Entries taken from a collection:
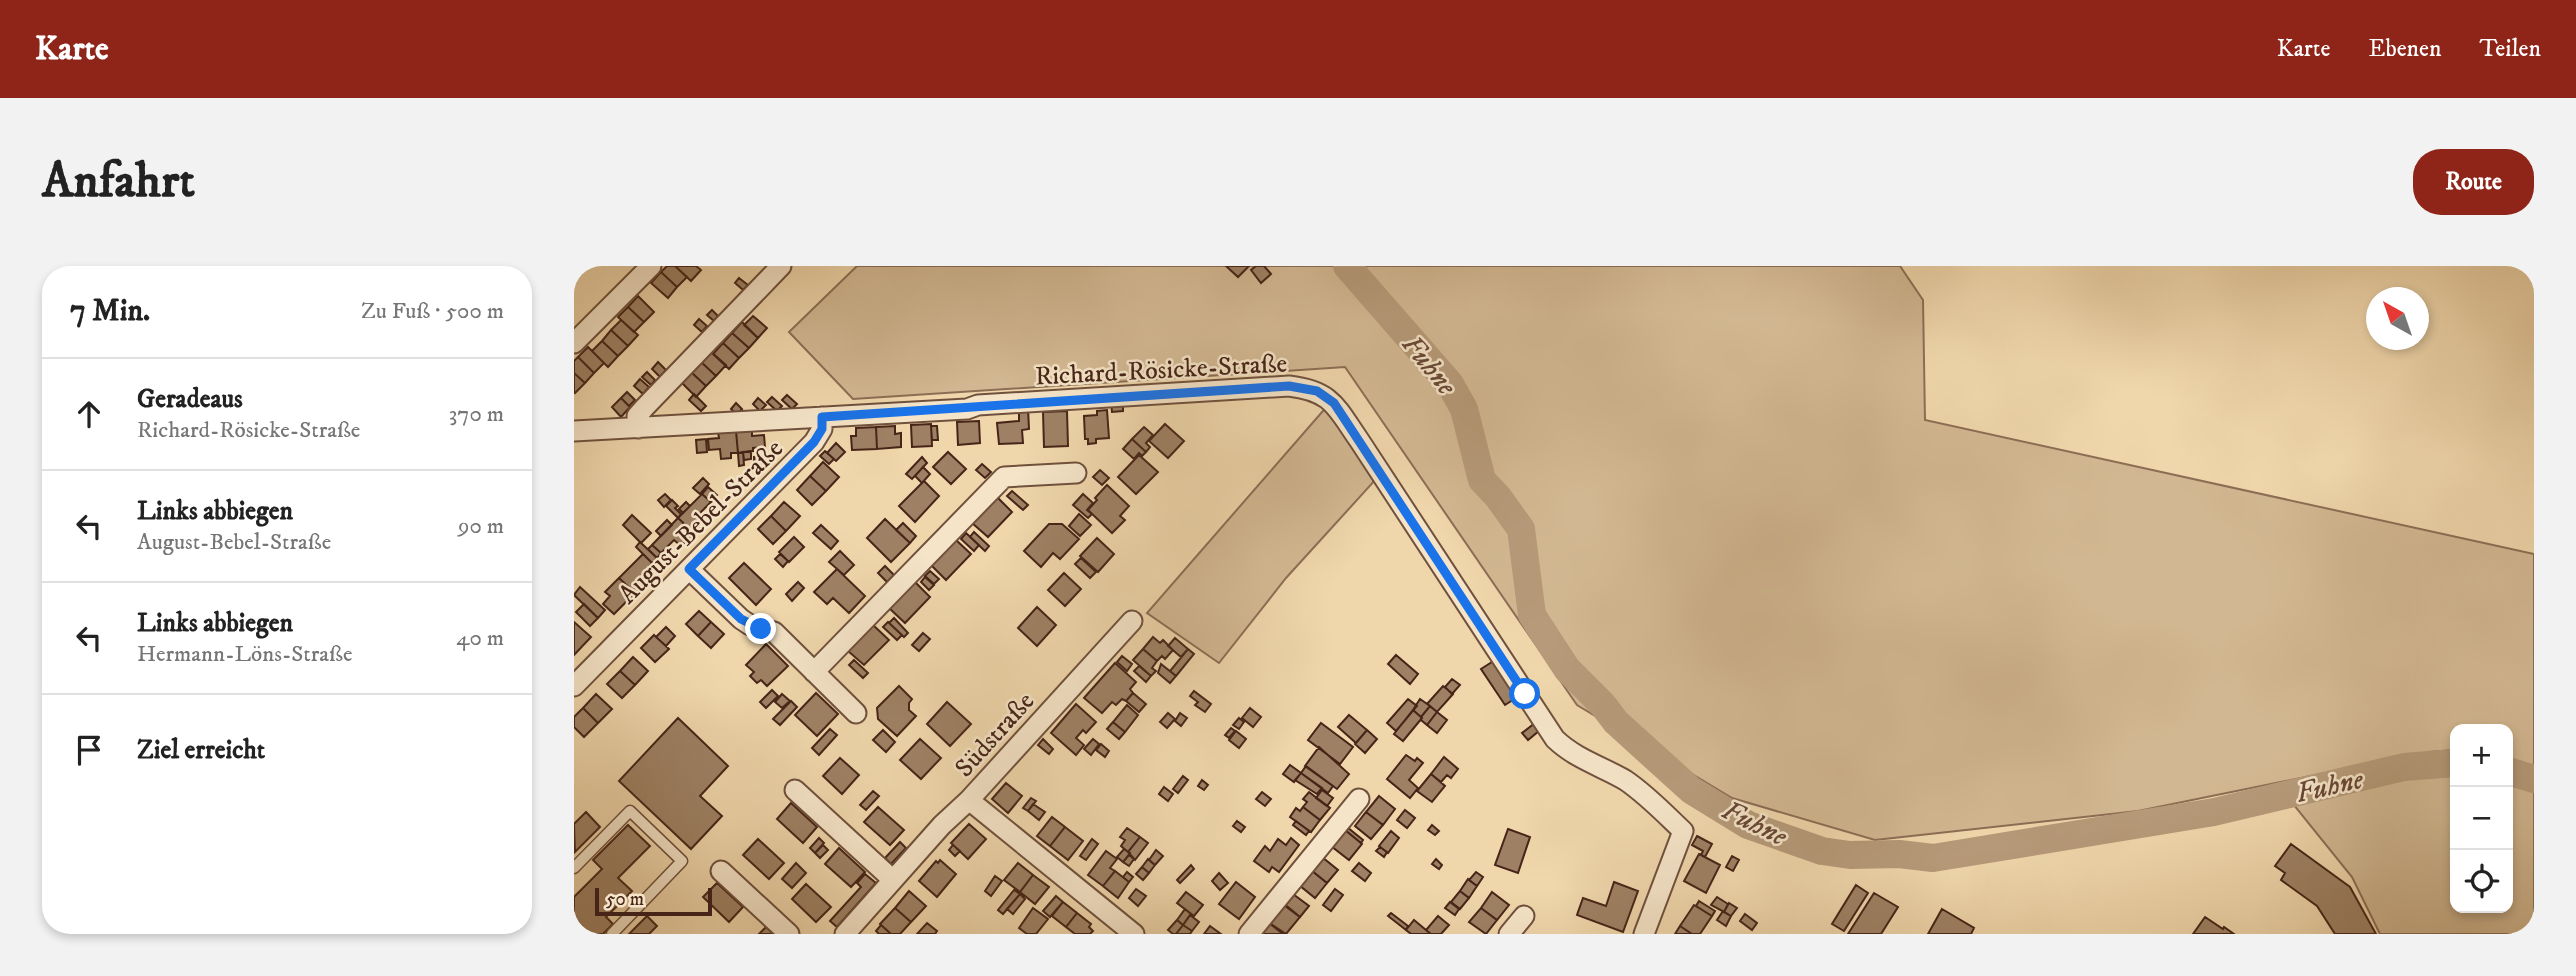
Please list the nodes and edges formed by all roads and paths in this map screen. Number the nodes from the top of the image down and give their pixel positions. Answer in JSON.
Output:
{"nodes":[{"id":1,"x":651,"y":266,"type":"edge"},
{"id":2,"x":781,"y":266,"type":"edge"},
{"id":3,"x":574,"y":343,"type":"edge"},
{"id":4,"x":822,"y":417,"type":"junction"},
{"id":5,"x":638,"y":428,"type":"junction"},
{"id":6,"x":574,"y":431,"type":"edge"},
{"id":7,"x":1076,"y":472,"type":"dead end"},
{"id":8,"x":689,"y":569,"type":"junction"},
{"id":9,"x":1132,"y":621,"type":"dead end"},
{"id":10,"x":814,"y":672,"type":"junction"},
{"id":11,"x":574,"y":686,"type":"edge"},
{"id":12,"x":856,"y":713,"type":"dead end"},
{"id":13,"x":795,"y":790,"type":"dead end"},
{"id":14,"x":1359,"y":799,"type":"dead end"},
{"id":15,"x":969,"y":800,"type":"junction"},
{"id":16,"x":574,"y":868,"type":"edge"},
{"id":17,"x":721,"y":871,"type":"dead end"},
{"id":18,"x":893,"y":880,"type":"junction"},
{"id":19,"x":1524,"y":916,"type":"dead end"},
{"id":20,"x":612,"y":934,"type":"edge"},
{"id":21,"x":789,"y":934,"type":"edge"},
{"id":22,"x":845,"y":934,"type":"edge"},
{"id":23,"x":1134,"y":934,"type":"edge"},
{"id":24,"x":1249,"y":934,"type":"edge"},
{"id":25,"x":1509,"y":934,"type":"edge"},
{"id":26,"x":1644,"y":934,"type":"edge"}],
"edges":[{"from":1,"to":3,"type":"street"},
{"from":2,"to":5,"type":"street"},
{"from":4,"to":5,"type":"street","name":"Richard-Rösicke-Straße"},
{"from":4,"to":8,"type":"street","name":"August-Bebel-Straße"},
{"from":4,"to":26,"type":"street","name":"Richard-Rösicke-Straße"},
{"from":5,"to":6,"type":"street","name":"Richard-Rösicke-Straße"},
{"from":7,"to":10,"type":"street"},
{"from":8,"to":10,"type":"street"},
{"from":8,"to":11,"type":"street","name":"August-Bebel-Straße"},
{"from":9,"to":15,"type":"street","name":"Südstraße"},
{"from":10,"to":12,"type":"street"},
{"from":13,"to":18,"type":"street"},
{"from":14,"to":24,"type":"street"},
{"from":15,"to":18,"type":"street","name":"Südstraße"},
{"from":15,"to":23,"type":"street"},
{"from":16,"to":20,"type":"lane"},
{"from":17,"to":21,"type":"street"},
{"from":18,"to":22,"type":"street","name":"Südstraße"},
{"from":19,"to":25,"type":"street"}]}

» **WORK REQUEST**:
Could you find every line in the records above that has the string "August" and copy it?

» **PROBLEM SOLUTION**:
{"from":4,"to":8,"type":"street","name":"August-Bebel-Straße"},
{"from":8,"to":11,"type":"street","name":"August-Bebel-Straße"},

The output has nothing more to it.